GIVEN ENTRIES:
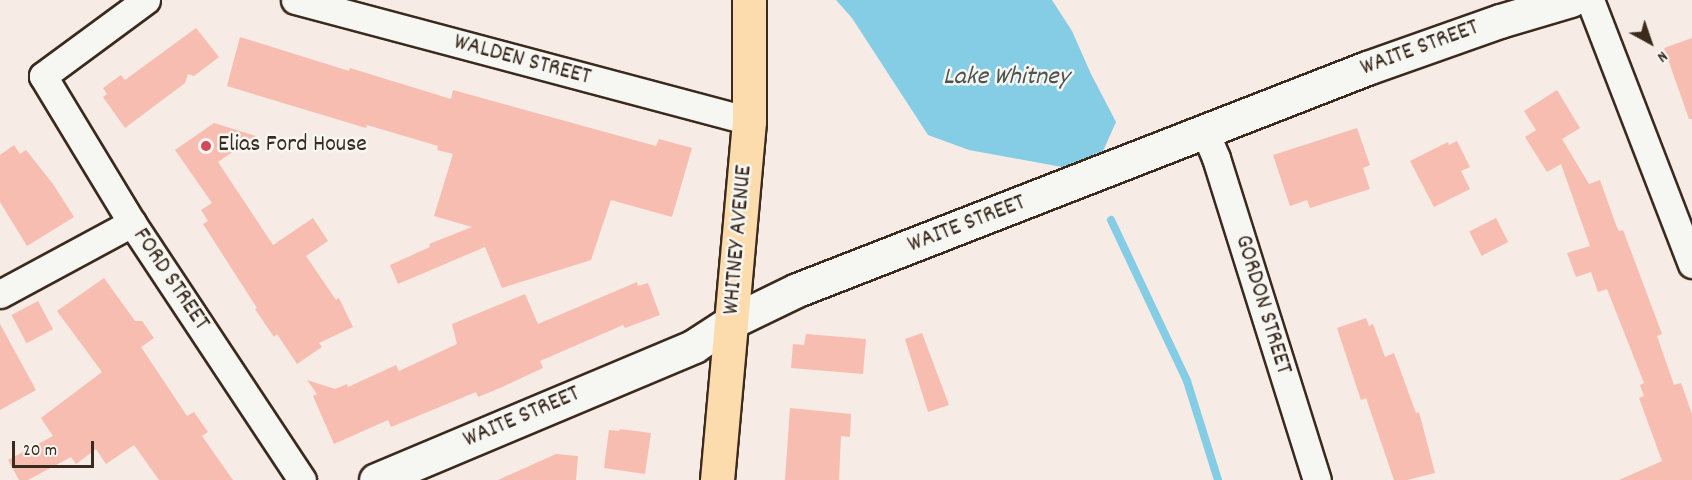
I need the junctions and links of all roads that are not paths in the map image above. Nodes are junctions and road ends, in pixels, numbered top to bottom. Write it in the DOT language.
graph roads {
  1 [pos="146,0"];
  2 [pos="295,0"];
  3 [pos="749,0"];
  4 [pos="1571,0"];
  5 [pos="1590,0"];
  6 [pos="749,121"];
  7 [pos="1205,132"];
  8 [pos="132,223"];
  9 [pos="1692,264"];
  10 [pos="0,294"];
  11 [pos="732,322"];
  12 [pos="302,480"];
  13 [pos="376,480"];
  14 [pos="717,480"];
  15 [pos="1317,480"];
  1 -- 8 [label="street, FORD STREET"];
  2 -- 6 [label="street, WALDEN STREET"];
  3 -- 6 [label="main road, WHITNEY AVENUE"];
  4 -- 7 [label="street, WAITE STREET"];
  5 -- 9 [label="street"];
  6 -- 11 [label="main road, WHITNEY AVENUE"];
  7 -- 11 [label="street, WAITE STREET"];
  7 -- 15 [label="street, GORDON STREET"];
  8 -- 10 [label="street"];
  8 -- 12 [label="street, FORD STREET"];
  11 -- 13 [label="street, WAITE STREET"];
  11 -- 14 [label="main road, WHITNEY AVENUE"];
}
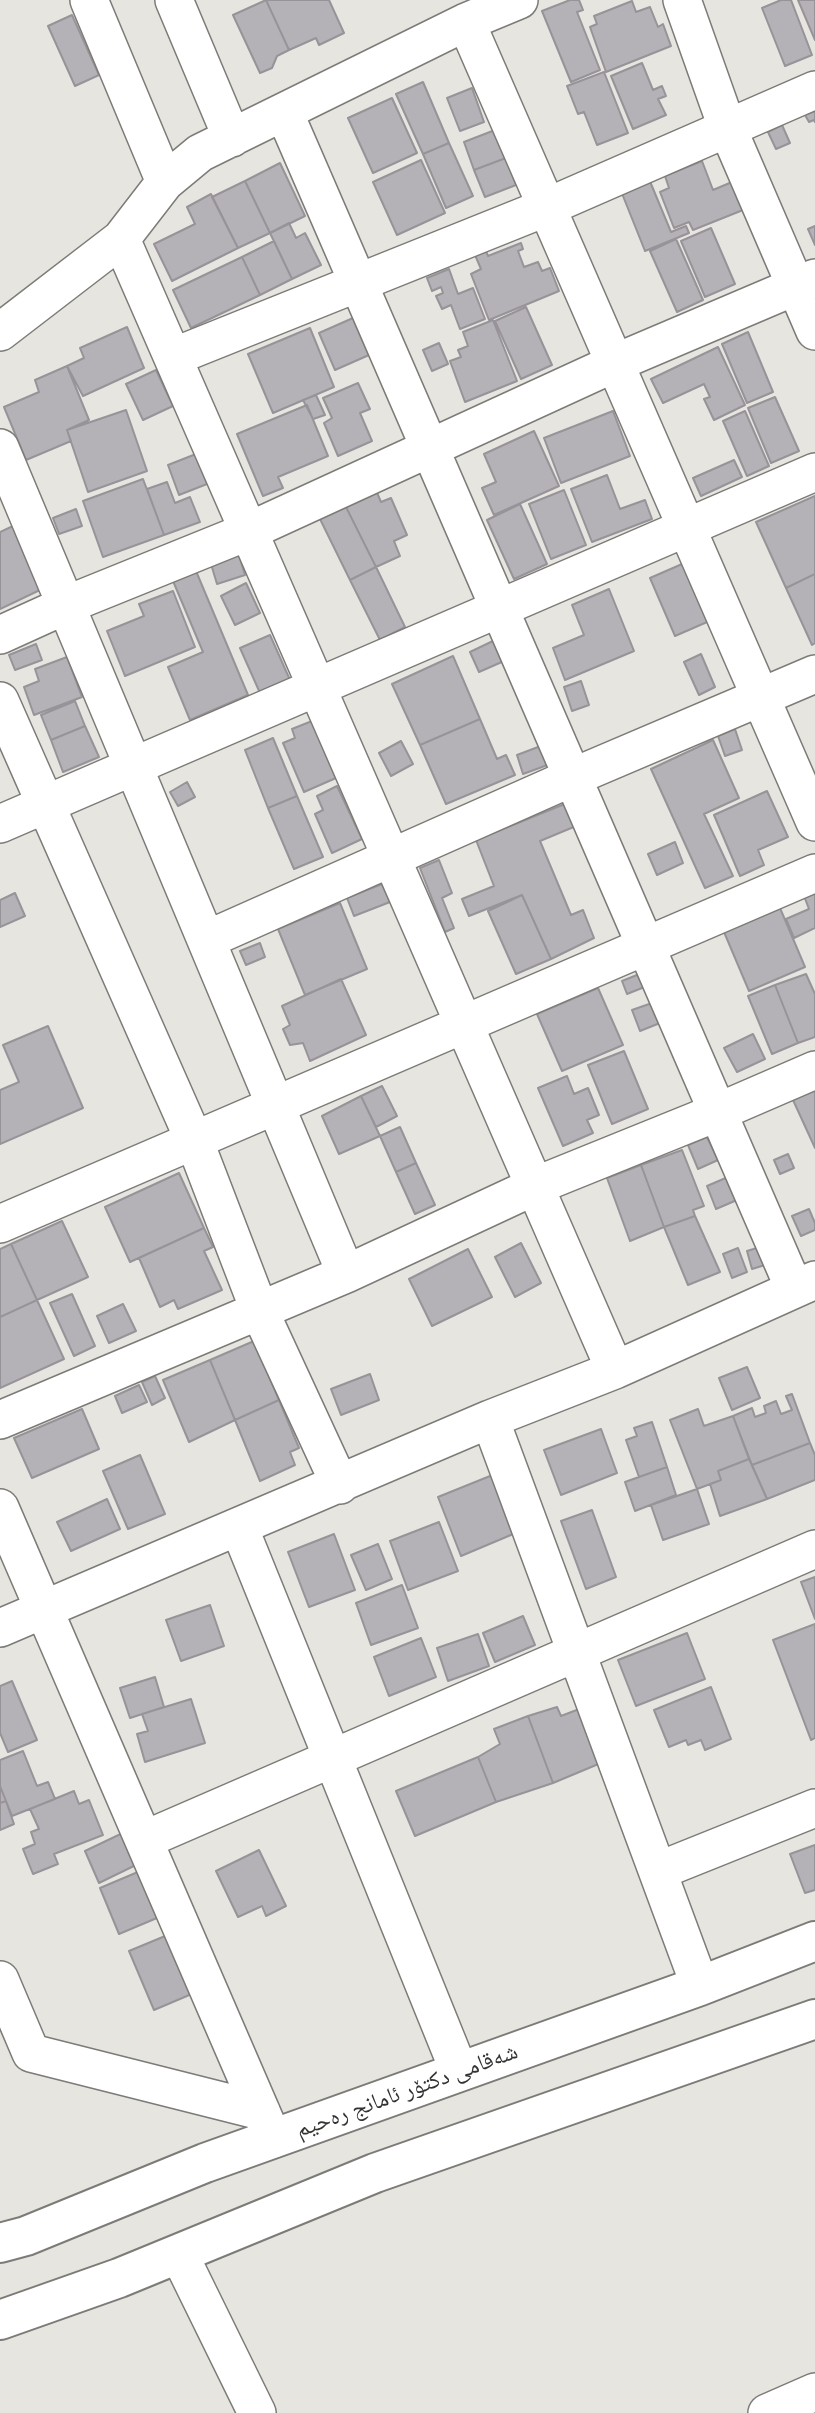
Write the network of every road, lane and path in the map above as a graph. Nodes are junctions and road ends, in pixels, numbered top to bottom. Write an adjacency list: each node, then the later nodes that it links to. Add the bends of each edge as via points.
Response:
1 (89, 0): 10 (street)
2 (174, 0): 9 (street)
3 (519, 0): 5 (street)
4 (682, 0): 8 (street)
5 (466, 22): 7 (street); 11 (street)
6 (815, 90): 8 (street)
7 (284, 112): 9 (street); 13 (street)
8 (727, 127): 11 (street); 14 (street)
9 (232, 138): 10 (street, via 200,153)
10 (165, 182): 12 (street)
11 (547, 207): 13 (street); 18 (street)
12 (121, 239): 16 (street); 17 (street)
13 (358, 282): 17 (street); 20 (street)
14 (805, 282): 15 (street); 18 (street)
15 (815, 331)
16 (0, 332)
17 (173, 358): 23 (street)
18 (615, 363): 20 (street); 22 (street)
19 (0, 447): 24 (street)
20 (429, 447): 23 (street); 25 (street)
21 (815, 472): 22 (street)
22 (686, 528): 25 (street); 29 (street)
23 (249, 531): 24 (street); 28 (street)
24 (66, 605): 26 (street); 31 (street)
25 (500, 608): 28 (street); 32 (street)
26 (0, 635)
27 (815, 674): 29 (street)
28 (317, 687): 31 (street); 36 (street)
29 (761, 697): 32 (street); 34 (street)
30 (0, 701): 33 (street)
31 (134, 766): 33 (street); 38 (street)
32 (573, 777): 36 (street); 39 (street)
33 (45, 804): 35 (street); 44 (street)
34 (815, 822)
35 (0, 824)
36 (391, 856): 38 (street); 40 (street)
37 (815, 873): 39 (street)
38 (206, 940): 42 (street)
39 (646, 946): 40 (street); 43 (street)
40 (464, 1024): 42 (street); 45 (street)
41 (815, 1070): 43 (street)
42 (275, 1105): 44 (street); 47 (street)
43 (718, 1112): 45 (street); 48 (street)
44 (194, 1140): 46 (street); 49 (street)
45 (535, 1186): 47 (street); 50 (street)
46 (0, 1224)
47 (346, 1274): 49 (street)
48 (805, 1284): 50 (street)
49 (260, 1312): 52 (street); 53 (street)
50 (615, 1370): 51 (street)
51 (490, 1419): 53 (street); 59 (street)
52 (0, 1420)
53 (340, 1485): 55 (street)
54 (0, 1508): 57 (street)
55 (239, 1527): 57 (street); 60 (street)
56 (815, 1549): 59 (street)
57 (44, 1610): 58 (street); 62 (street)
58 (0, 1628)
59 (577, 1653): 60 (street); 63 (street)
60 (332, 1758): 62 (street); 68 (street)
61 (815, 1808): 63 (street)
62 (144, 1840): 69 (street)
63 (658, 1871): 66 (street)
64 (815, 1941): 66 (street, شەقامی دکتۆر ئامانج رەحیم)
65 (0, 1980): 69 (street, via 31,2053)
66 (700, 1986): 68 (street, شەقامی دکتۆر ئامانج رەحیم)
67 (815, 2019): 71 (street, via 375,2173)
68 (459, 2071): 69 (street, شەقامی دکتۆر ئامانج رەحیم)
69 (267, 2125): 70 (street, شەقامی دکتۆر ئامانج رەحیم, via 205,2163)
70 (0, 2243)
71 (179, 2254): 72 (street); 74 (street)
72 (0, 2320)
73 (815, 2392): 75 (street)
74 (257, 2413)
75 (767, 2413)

WORK TO COMPLETE:
Retype the entries above exactly, starting at their first line and ending with the line that holds "Write the network"; pictures stay out.

ANSWER BOX:
I need the junctions and links of all roads that are not paths in the map image above. Nodes are junctions and road ends, in pixels, numbered top to bottom. Write it in the DOT language.
graph roads {
  1 [pos="146,0"];
  2 [pos="295,0"];
  3 [pos="749,0"];
  4 [pos="1571,0"];
  5 [pos="1590,0"];
  6 [pos="749,121"];
  7 [pos="1205,132"];
  8 [pos="132,223"];
  9 [pos="1692,264"];
  10 [pos="0,294"];
  11 [pos="732,322"];
  12 [pos="302,480"];
  13 [pos="376,480"];
  14 [pos="717,480"];
  15 [pos="1317,480"];
  1 -- 8 [label="street, FORD STREET"];
  2 -- 6 [label="street, WALDEN STREET"];
  3 -- 6 [label="main road, WHITNEY AVENUE"];
  4 -- 7 [label="street, WAITE STREET"];
  5 -- 9 [label="street"];
  6 -- 11 [label="main road, WHITNEY AVENUE"];
  7 -- 11 [label="street, WAITE STREET"];
  7 -- 15 [label="street, GORDON STREET"];
  8 -- 10 [label="street"];
  8 -- 12 [label="street, FORD STREET"];
  11 -- 13 [label="street, WAITE STREET"];
  11 -- 14 [label="main road, WHITNEY AVENUE"];
}
Write the network of every road, lane and path in the map above as a graph. Nodes are junctions and road ends, in pixels, numbered top to bottom. Write an adjacency list: each node, then the later nodes that it links to. Add the bends of each edge as via points.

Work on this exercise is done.